# The Denominational Mess



## N. Eshelman (Feb 19, 2008)

I hold to the Westminster Standards. My denomination has a couple of amendments to it much like most of the US Presbyterian churches. This is true of Reformed churches as well. 

Considering the current mess that we are in (hundreds of P&R denominations and no established church) what should be our principles for uniting with other denominations? 

I believe that when Jesus prayed for unity he meant it (Jn. 17). Should we be actively seeking to merge some of our P&R churches? Or should we allow the micro-presbyterian mess to continue? 

Personally, I believe that considering the current mess- breaking off to form new micro-presbyterian churches is schismatic and sinful- but how do we stop this while maintaining the truthfulness of a pure confession?


----------



## Semper Fidelis (Feb 19, 2008)

Oy!

Seriously, the best answer, for my taste, is to renew interest in the Confessions - not for their own sake per se - but because men are convinced they're Biblical.

I'm sitting this one out for a bit until I have the energy for it because this is one of those things that I can advocate from a number of different angles.

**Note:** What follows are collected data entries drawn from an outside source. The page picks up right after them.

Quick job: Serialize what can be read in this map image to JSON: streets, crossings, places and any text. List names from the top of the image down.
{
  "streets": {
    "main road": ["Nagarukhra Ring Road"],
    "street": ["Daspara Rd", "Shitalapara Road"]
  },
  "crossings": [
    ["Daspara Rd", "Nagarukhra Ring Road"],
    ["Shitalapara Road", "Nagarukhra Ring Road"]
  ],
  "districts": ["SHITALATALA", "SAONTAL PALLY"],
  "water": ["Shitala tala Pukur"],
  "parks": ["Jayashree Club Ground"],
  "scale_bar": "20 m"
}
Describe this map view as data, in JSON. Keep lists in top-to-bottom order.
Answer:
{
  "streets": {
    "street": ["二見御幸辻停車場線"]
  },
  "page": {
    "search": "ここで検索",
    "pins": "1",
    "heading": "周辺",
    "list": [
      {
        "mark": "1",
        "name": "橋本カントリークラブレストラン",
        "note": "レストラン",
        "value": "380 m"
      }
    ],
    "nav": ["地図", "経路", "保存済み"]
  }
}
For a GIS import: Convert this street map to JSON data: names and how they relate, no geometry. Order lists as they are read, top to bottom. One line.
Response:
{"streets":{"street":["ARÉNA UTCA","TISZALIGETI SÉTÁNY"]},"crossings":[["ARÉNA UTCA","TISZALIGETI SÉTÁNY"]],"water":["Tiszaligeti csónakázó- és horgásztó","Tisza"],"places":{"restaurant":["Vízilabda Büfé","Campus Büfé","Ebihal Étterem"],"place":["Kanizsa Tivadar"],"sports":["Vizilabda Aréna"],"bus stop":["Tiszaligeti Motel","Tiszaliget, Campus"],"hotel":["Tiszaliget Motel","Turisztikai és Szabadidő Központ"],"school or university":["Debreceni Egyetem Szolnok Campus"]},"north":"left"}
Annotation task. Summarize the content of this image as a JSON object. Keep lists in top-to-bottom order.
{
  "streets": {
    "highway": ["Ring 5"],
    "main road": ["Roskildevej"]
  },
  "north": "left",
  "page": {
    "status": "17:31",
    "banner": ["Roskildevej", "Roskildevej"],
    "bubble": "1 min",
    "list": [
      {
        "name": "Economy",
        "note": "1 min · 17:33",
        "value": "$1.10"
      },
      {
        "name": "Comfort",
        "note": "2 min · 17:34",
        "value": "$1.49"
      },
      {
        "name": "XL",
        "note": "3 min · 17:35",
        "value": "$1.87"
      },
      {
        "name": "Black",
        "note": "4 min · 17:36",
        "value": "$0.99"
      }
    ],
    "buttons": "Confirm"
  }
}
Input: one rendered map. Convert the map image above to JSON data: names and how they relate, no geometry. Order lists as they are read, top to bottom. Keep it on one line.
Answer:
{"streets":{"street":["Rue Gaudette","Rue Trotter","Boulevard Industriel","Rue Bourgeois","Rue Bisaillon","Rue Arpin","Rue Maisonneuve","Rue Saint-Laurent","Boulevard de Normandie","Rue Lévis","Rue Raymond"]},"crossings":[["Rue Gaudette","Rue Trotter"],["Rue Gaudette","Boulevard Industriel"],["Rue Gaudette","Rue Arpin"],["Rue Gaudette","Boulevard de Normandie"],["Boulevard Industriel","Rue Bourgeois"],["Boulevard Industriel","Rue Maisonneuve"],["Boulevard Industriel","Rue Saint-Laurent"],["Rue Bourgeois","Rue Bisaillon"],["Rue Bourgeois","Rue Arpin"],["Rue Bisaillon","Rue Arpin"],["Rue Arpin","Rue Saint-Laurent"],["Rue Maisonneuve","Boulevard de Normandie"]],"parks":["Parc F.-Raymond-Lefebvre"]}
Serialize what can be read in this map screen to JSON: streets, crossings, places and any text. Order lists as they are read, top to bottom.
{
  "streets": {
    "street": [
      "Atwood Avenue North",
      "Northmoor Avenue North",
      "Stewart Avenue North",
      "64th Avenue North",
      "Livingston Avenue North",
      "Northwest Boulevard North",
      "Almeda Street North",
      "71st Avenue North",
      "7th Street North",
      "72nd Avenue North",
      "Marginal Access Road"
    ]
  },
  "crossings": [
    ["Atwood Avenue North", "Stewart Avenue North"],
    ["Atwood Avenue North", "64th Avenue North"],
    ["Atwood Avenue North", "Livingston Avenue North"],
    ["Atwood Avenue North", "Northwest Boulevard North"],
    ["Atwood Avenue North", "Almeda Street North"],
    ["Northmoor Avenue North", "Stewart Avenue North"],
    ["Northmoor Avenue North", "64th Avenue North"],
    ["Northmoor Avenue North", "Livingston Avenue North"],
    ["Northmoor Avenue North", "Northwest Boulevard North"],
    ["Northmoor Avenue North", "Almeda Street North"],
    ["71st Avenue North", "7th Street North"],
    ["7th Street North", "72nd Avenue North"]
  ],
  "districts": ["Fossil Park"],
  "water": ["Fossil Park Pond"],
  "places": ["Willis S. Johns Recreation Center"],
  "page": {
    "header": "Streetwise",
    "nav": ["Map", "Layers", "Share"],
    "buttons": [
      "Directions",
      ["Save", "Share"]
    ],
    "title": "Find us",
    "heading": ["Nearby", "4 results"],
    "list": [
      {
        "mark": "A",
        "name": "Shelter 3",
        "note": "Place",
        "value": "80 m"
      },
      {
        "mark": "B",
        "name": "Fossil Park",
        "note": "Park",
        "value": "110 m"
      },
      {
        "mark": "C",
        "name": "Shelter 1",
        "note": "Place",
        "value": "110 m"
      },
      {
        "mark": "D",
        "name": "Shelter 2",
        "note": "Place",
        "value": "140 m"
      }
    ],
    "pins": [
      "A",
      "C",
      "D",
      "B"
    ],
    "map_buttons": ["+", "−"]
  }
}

Most simply, however, I wish men and women would take the time to reflect upon what they're losing when they abandon the Confessions. Most of the abandonment today is really not deliberately thought out unfortunately. A lot of it really stems from not being deliberate about what we believe and then making decisions in light of it. I'm not saying knowledge of the Confessions is a cure all but surely ignorance of what they teach (and especially _why_ they teach it) is at root of much of the problem.


----------



## Pilgrim (Feb 19, 2008)

nleshelman said:


> I hold to the Westminster Standards. My denomination has a couple of amendments to it much like most of the US Presbyterian churches. This is true of Reformed churches as well.
> 
> Considering the current mess that we are in (hundreds of P&R denominations and no established church) what should be our principles for uniting with other denominations?
> 
> ...



What amendments to the Westminster Standards has the RPCNA adopted? Or are you referring to the Testimony?


----------



## MW (Feb 19, 2008)

William Symington:



> Rising above the little jealousies of sectarian rivalry, laying aside all personal asperities, let us show a readiness to meet, on the arena of frank and friendly consultation, brethren of other denominations, and to discuss with them our points of difference in a spirit of Christian candour and charity. Surely the friends of the Redeemer are not to be for ever separated. The reign of disunion is not to be perpetual. “There is one Lord, one faith, one baptism; one God and Father of all, who is above all, and through all, and in all. There is one body and one Spirit.” And, believing as we do that these statements of Holy Writ are to receive a visible as well as an invisible fulfilment, we must hold professing Christians bound to use all proper means for bringing this about.
> 
> Is it not more to be desired that the Churches of the Reformation, holding by the Westminster Standards, should, like rational and moral creatures, come to unite on the basis of truth, by the blessing of God, on the scriptural use of mutual consultation, explanation, advice, and prayer; than that, like insensate masses, they should wait to be melted by the fire, and welded together by the hammer, of Divine judgments? That these meetings to commemorate the men and the doings of former days may result in a closer union of Christians, must be the fervent desire of every enlightened friend of the Redeemer. No one who wishes well to the glory of Christ or the good of Zion, can derive satisfaction from thinking that the dissensions and divisions of modern times are to be much longer perpetuated. Let us, then, crucify and repress the spirit of party strife; let us feed the flame of that sacred affection which many waters cannot quench, neither can the floods drown; let us stand prepared to take to our hearts, in fraternal embrace, all who love the Lord Jesus in sincerity; let us converse closely and oft with those predictions which foretell a coming period of unity and peace; and let us drink daily and deeply into the spirit of the intercession, “That they all may be one, as thou, Father, art in me and I in thee, that they also may be one in us.”


----------



## Pilgrim (Feb 19, 2008)

nleshelman said:


> I hold to the Westminster Standards. My denomination has a couple of amendments to it much like most of the US Presbyterian churches. This is true of Reformed churches as well.
> 
> Considering the current mess that we are in (hundreds of P&R denominations and no established church) what should be our principles for uniting with other denominations?
> 
> ...



There are many reasons for the divisions. Many of them are historical. Others are rooted in different practices. 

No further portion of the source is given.